The Economic Impact of Corruption Scandals in Latin America: Evidence from the Sovereign Bond Market(Pages 271-283)
Leyla Serbouti1 and Gary van Vuuren2,*
1Keepers, 274 ter, Avenue de la Marne, 59700 Marcq-en-Baroeul, Lille, France 2Centre for Business Mathematics and Informatics, North-West University, Potchefstroom Campus, South Africa
We explore seven Latin American (LATAM) countries from 2011 to 2018 to assess whether corruption scandal events induce sovereign spreads reactions and consequently affect economic soundness. We focus on the direct and short-term reactions of sovereign spreads and investigate the medium-term impact of scandal events on economic soundness. We find that corruption scandal announcements instantaneously inflate sovereign spreads; the next-day impact is even stronger. Corruption scandals in one country are found to positively impact neighbouring countries (through sovereign yield deflation mechanisms) but induce lower FDI inflows and inverse contagion effects in the wider region. These results highlight the critical role played by scandals in the dynamics of borrowing costs faced by LATAM economies. The results may be employed by policymakers to forecast the consequences for their country’s cost of debt and modify fiscal strategies accordingly.

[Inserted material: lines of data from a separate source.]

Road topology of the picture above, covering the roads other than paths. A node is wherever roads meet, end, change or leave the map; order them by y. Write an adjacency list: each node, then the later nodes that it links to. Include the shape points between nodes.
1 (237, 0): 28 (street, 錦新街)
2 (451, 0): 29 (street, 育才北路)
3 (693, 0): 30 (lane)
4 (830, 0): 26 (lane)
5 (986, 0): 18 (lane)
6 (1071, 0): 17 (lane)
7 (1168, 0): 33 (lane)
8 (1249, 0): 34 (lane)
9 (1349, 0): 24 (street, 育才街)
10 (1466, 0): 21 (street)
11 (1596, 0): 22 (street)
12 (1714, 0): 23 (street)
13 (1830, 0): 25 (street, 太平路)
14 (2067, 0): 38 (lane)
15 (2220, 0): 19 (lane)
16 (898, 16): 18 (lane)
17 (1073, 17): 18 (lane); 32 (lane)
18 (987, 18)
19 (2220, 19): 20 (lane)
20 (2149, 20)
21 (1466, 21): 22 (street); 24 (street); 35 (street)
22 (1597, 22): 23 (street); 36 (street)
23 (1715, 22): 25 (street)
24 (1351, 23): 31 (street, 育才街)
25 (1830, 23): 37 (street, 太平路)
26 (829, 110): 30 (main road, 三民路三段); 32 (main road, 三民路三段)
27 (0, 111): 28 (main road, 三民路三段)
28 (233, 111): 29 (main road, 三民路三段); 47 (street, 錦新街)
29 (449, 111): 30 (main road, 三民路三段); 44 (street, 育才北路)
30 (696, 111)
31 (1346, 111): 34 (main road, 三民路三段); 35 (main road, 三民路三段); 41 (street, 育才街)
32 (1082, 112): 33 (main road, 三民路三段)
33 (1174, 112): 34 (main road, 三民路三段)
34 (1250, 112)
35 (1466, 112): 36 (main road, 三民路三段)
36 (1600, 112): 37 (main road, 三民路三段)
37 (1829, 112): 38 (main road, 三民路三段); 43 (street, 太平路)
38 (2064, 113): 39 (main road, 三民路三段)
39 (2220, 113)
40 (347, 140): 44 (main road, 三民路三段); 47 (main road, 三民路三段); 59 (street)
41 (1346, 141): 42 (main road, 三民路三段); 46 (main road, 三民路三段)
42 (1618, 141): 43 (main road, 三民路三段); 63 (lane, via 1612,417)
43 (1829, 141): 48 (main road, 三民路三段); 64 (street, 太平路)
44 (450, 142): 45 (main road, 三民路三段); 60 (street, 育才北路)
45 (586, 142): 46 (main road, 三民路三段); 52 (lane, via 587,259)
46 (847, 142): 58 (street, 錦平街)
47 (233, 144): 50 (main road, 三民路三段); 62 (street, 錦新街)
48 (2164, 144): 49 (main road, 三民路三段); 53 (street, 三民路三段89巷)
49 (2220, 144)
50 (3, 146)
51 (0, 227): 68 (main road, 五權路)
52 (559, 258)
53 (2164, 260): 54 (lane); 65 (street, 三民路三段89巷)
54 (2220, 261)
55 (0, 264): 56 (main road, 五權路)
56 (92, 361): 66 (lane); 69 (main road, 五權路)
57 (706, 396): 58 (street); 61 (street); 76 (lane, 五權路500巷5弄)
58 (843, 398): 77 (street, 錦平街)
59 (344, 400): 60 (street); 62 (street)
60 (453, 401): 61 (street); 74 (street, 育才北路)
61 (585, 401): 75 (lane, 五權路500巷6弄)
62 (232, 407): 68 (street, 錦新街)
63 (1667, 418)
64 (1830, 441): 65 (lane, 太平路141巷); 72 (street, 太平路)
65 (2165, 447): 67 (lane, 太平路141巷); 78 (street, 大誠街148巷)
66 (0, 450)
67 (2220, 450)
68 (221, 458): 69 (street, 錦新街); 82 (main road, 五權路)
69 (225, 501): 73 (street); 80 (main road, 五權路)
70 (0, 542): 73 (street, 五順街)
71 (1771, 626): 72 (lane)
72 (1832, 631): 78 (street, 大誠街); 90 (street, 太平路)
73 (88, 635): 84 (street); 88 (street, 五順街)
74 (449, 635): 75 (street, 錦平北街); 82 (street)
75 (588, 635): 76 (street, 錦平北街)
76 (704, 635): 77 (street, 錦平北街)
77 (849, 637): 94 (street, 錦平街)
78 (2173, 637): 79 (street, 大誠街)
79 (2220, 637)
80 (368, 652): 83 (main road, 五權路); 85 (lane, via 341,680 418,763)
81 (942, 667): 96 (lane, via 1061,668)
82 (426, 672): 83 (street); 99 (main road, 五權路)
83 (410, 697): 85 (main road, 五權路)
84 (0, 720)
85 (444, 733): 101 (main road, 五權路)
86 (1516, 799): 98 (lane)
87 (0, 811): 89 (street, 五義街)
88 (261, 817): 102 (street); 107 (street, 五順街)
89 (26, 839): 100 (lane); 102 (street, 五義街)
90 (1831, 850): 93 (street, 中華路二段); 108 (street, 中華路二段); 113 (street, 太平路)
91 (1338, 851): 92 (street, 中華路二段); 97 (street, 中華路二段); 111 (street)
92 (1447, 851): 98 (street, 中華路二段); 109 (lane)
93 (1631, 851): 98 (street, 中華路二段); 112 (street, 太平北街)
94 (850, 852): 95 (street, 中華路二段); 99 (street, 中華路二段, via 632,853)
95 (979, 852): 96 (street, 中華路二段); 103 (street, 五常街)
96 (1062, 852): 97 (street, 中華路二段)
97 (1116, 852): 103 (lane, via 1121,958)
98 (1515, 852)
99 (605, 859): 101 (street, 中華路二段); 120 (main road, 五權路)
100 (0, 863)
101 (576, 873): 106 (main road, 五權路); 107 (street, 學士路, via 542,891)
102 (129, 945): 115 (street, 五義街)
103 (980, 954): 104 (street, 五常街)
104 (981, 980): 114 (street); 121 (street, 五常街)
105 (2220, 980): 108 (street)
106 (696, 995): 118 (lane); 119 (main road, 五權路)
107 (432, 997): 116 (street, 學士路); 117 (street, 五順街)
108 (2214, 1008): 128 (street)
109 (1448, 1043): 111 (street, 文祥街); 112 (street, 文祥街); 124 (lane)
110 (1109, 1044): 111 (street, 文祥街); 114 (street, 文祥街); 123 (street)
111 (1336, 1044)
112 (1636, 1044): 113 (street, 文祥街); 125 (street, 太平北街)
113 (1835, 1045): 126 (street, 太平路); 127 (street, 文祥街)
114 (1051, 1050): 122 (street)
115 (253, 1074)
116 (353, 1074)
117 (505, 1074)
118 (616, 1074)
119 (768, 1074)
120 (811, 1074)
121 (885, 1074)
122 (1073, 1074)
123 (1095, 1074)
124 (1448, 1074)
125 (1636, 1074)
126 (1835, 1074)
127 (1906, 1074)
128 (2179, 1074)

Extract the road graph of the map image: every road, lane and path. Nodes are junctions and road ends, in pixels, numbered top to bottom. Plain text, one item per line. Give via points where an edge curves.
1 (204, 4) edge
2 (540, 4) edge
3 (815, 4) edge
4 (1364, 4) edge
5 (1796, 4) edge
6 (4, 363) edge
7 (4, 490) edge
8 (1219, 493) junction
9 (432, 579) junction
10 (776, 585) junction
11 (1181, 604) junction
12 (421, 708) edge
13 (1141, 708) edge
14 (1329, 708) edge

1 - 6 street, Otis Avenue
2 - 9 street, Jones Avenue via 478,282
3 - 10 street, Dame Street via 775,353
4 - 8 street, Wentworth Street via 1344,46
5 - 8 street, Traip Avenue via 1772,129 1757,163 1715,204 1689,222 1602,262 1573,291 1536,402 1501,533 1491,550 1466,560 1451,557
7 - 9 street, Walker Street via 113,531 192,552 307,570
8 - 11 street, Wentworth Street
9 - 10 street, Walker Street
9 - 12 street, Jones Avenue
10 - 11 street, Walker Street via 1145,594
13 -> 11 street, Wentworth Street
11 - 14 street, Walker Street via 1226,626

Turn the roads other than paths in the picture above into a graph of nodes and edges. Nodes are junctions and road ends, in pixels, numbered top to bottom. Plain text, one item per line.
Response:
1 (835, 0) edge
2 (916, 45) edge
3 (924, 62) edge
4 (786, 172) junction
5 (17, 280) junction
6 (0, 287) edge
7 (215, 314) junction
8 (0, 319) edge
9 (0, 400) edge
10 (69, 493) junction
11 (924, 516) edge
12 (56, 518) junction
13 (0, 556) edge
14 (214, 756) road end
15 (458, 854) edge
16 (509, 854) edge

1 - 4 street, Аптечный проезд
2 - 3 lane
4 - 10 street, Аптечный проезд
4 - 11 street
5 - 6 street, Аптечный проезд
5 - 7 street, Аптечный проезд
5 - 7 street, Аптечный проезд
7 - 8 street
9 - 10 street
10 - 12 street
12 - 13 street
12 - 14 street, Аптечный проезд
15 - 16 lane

Corruption; Latin America; Sovereign bonds; spreads; scandal.
C33, G12, G14, D73.
How to Cite:
Leyla Serbouti and Gary van Vuuren. The Economic Impact of Corruption Scandals in Latin America: Evidence from the Sovereign Bond Market. [ref]: vol.19.2021. available at: https://refpress.org/ref-vol19-a28/
Licensee REF Press This is an open access article licensed under the terms of the Creative Commons Attribution Non-Commercial License (http://creativecommons.org/licenses/by-nc/3.0/) which permits unrestricted, non-commercial use, distribution and reproduction in any medium, provided the work is properly cited.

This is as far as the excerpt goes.